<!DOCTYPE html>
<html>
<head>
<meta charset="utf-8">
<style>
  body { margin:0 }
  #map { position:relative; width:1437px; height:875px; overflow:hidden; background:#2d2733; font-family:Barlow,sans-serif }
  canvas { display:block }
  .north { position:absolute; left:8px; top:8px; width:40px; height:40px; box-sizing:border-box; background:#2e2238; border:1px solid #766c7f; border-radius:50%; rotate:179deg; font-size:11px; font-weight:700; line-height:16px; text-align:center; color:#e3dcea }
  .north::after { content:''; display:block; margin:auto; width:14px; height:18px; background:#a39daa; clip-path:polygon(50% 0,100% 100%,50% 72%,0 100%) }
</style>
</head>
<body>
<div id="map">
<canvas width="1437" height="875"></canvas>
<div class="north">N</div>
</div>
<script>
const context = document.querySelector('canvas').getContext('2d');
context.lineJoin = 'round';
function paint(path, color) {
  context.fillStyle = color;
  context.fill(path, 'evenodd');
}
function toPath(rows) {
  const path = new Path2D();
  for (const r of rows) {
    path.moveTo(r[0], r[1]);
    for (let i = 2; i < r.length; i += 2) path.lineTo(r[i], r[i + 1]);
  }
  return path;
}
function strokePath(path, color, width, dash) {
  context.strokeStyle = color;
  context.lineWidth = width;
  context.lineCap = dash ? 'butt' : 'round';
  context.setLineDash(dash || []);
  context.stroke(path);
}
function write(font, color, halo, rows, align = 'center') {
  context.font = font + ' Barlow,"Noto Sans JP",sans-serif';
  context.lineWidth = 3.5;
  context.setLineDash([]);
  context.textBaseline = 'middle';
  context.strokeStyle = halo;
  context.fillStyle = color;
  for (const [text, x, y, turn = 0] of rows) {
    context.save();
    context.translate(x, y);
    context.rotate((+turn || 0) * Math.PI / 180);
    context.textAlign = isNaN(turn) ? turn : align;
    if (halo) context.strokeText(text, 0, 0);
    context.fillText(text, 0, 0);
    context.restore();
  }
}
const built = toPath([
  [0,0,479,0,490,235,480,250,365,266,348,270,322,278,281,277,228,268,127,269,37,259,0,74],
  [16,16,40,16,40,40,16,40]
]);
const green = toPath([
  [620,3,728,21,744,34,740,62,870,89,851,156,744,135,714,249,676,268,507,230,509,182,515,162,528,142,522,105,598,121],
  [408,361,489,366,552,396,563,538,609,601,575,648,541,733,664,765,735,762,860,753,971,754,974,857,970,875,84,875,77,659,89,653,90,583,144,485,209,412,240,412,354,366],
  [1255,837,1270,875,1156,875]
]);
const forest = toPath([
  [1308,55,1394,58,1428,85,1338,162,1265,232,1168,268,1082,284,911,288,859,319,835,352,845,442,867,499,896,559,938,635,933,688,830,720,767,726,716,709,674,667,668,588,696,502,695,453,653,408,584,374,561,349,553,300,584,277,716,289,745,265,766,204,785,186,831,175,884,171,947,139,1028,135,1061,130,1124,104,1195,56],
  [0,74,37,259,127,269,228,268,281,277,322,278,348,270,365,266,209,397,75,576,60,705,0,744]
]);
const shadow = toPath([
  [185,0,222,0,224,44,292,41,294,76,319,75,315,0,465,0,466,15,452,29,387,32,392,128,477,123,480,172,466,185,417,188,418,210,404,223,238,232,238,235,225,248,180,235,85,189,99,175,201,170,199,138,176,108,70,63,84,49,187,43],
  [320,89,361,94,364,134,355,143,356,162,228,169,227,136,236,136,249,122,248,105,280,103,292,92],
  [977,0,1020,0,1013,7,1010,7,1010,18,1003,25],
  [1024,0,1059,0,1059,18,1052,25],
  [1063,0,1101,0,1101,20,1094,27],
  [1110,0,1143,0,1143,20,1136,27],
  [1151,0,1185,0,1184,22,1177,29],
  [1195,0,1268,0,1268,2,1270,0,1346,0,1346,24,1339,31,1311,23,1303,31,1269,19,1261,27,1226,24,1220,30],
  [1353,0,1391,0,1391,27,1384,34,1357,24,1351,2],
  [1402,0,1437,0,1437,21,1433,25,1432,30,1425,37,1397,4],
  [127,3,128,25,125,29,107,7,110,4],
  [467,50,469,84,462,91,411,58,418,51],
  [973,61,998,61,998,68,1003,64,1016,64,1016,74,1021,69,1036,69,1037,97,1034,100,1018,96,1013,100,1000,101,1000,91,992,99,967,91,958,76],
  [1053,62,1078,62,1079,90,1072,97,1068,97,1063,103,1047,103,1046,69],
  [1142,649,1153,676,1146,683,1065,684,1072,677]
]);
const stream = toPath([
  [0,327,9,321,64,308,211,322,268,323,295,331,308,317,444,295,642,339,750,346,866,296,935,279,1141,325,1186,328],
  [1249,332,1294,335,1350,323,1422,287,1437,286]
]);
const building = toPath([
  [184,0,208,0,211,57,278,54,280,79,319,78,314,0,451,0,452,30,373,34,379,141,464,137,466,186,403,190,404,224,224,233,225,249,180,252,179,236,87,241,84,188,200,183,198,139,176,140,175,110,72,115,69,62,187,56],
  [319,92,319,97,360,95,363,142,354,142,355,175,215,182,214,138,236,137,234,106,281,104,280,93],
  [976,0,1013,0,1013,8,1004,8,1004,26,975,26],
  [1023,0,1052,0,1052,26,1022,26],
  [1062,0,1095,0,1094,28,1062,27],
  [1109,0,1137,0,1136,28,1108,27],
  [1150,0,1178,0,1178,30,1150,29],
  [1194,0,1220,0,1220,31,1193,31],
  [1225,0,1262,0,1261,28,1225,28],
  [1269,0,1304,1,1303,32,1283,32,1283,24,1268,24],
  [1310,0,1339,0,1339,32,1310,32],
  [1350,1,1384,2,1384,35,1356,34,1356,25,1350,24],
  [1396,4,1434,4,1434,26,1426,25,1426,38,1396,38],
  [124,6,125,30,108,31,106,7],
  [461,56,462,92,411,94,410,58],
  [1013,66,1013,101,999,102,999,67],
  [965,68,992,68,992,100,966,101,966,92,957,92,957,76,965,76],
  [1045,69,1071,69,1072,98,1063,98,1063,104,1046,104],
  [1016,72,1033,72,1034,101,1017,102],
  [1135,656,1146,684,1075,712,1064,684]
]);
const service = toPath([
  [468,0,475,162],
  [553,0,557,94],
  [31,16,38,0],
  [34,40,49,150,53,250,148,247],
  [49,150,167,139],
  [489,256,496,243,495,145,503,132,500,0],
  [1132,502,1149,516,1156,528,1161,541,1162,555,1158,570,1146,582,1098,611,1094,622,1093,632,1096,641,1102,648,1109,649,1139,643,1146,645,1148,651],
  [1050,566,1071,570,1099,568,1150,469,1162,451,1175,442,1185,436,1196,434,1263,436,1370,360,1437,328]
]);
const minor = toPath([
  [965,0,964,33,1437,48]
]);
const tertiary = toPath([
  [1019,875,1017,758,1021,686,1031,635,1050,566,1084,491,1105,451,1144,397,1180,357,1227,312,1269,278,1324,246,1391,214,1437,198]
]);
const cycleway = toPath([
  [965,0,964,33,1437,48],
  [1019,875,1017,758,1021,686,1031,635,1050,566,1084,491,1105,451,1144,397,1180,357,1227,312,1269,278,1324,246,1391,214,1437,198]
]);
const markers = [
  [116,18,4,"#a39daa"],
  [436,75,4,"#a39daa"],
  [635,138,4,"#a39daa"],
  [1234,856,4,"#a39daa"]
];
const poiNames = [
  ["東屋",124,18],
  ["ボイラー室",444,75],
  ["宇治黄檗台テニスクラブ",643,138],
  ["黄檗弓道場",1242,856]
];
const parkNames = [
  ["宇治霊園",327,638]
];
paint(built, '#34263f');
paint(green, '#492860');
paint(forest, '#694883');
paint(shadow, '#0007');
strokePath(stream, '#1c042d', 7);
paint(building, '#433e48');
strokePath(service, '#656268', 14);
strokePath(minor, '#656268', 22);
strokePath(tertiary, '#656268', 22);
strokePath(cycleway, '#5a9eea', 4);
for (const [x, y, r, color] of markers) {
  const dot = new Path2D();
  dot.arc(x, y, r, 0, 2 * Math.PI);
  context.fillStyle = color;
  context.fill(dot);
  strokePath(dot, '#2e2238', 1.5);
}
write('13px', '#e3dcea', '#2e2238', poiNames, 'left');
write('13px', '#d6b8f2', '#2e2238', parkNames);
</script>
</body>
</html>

--

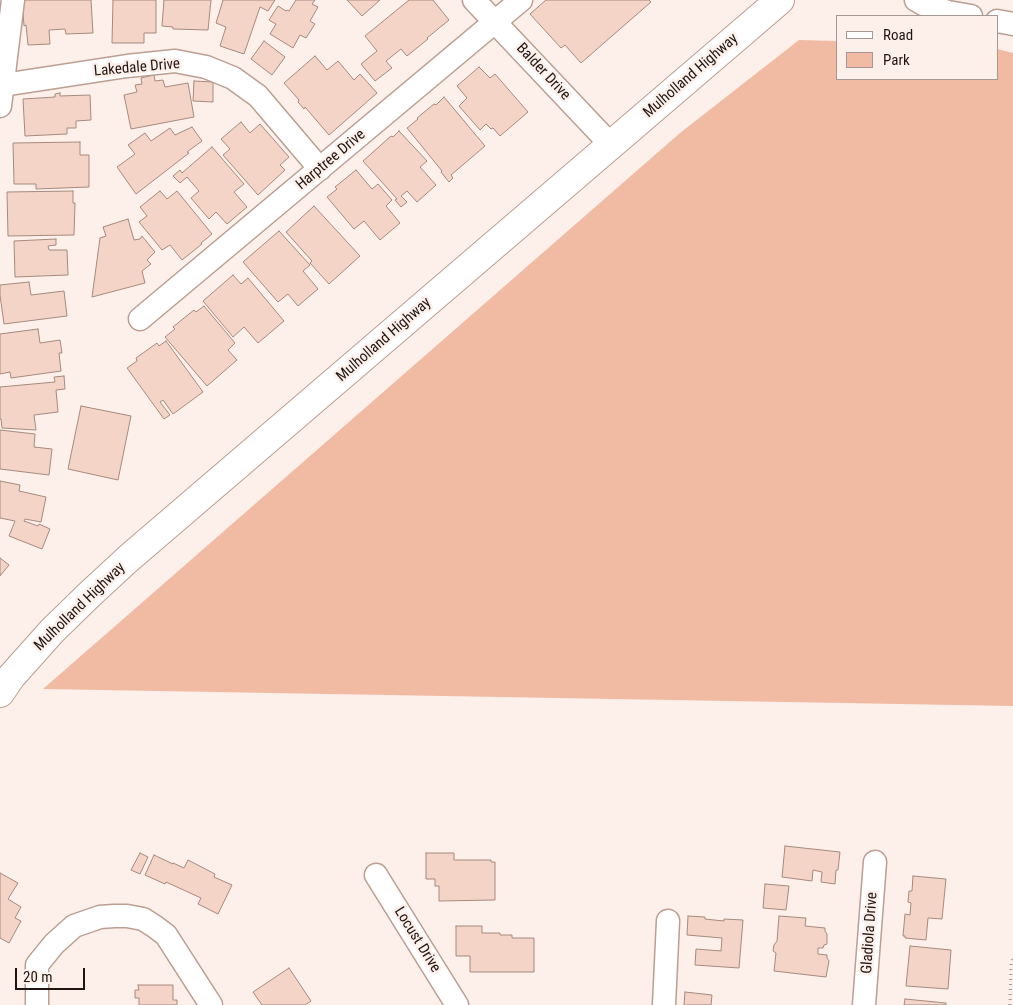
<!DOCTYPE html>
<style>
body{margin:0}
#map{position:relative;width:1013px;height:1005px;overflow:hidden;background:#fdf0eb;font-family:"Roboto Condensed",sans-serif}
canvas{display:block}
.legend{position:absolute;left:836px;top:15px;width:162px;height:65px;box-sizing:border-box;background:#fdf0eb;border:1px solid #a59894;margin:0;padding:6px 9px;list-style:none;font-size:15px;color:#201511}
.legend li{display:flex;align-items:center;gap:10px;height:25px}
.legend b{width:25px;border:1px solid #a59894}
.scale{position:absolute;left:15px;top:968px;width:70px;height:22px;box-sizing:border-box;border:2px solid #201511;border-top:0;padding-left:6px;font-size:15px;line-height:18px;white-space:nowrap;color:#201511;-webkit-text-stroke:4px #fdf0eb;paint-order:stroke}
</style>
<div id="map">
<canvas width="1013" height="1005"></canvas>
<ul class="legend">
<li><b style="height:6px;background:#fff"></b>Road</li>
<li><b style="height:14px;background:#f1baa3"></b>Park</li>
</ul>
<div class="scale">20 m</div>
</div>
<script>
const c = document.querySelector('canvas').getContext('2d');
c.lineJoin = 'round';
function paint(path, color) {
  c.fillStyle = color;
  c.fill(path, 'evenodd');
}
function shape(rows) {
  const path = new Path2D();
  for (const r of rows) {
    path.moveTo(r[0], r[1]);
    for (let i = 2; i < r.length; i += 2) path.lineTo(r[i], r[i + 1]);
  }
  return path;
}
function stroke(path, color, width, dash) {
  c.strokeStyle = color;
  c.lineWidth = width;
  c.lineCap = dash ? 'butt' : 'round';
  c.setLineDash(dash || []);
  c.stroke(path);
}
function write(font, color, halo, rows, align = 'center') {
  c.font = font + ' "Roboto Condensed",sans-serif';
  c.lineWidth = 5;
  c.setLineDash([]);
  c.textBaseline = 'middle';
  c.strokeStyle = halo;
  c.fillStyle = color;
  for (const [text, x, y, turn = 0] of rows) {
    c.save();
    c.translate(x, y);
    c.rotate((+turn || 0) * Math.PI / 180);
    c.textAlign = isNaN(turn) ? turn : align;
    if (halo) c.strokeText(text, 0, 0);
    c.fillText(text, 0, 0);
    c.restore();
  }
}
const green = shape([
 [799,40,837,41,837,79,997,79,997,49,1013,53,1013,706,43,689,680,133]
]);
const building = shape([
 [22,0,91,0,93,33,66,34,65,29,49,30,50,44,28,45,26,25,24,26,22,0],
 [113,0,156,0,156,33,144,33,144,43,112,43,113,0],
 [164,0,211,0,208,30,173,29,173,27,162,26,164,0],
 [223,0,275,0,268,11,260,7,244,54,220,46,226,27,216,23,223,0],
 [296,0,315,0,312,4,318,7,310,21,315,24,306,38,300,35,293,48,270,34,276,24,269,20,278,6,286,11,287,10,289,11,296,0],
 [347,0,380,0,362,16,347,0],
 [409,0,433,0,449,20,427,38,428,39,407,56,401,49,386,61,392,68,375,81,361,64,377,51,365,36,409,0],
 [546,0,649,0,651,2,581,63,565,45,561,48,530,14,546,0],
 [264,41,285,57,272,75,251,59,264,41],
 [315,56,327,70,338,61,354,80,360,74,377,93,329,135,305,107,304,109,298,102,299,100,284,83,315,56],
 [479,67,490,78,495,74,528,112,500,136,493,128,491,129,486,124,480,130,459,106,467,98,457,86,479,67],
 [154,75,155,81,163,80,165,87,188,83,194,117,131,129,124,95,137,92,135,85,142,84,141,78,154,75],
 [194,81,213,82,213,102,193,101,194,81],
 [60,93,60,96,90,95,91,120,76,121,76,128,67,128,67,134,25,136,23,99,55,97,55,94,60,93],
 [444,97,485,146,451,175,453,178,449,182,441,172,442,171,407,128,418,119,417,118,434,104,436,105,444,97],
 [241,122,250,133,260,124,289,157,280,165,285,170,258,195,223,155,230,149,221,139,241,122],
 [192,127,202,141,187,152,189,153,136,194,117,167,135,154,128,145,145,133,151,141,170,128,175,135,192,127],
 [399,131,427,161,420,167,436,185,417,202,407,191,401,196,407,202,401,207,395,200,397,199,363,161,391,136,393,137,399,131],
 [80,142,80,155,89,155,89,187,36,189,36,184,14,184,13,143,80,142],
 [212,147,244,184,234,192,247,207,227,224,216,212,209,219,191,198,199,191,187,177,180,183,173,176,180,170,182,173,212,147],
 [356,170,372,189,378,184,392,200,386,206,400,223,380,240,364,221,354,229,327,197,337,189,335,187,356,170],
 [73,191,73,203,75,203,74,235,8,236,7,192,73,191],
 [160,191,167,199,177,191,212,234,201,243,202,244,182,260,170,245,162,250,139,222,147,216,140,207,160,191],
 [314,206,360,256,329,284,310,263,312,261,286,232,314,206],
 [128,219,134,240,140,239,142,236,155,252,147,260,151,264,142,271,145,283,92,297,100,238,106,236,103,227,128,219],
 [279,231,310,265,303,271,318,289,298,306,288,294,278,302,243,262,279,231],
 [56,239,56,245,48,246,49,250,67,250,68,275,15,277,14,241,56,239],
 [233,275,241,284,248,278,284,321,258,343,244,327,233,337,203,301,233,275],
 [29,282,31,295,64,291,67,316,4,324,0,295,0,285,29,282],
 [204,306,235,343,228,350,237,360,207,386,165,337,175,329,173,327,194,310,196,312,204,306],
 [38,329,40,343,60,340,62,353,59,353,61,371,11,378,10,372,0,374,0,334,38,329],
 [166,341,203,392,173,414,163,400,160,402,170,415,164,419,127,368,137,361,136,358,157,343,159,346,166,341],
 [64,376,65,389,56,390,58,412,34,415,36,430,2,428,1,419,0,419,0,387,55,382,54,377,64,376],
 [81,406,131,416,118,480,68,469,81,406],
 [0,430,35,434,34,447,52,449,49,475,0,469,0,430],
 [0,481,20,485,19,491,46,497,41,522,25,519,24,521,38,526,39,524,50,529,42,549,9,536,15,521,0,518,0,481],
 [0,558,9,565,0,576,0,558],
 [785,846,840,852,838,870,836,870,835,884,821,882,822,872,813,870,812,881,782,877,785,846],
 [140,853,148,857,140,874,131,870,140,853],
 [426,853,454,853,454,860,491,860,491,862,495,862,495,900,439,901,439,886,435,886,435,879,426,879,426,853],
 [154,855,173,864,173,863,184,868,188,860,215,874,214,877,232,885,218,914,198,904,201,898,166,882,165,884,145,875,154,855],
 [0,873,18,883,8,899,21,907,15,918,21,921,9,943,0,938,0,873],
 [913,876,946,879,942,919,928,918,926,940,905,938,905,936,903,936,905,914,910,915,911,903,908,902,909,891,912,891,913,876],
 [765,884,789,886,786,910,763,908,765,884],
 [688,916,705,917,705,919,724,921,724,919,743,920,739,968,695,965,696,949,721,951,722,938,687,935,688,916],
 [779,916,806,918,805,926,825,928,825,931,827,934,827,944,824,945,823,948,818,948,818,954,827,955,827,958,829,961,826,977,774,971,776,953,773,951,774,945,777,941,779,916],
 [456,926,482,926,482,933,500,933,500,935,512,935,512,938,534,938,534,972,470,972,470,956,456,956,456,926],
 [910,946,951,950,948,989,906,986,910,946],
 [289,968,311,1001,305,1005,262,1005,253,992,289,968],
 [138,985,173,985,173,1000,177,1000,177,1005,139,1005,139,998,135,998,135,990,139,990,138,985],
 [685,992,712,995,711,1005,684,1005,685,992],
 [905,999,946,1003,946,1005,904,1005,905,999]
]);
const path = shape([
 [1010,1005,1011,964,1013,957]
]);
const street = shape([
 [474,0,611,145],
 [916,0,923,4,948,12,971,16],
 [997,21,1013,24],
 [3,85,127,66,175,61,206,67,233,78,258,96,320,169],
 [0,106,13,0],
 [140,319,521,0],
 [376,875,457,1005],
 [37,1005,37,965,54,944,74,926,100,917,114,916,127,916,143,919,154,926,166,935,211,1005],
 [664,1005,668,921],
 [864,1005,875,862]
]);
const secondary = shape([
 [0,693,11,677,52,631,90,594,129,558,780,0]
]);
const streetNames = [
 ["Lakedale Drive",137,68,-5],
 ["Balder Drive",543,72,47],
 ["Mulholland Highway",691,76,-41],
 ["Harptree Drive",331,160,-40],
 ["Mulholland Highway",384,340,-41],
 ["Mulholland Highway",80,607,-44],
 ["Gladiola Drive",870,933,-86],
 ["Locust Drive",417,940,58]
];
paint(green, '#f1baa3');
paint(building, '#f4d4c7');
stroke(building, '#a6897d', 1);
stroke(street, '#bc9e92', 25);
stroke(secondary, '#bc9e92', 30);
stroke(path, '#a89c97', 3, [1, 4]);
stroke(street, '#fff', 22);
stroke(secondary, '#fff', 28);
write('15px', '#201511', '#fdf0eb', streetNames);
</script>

--

WHAT YOU HAVE TO DO: Search the entries for "halo" and copy out each line that has it.

WORKED SOLUTION:
function write(font, color, halo, rows, align = 'center') {
  context.strokeStyle = halo;
    if (halo) context.strokeText(text, 0, 0);
function write(font, color, halo, rows, align = 'center') {
  c.strokeStyle = halo;
    if (halo) c.strokeText(text, 0, 0);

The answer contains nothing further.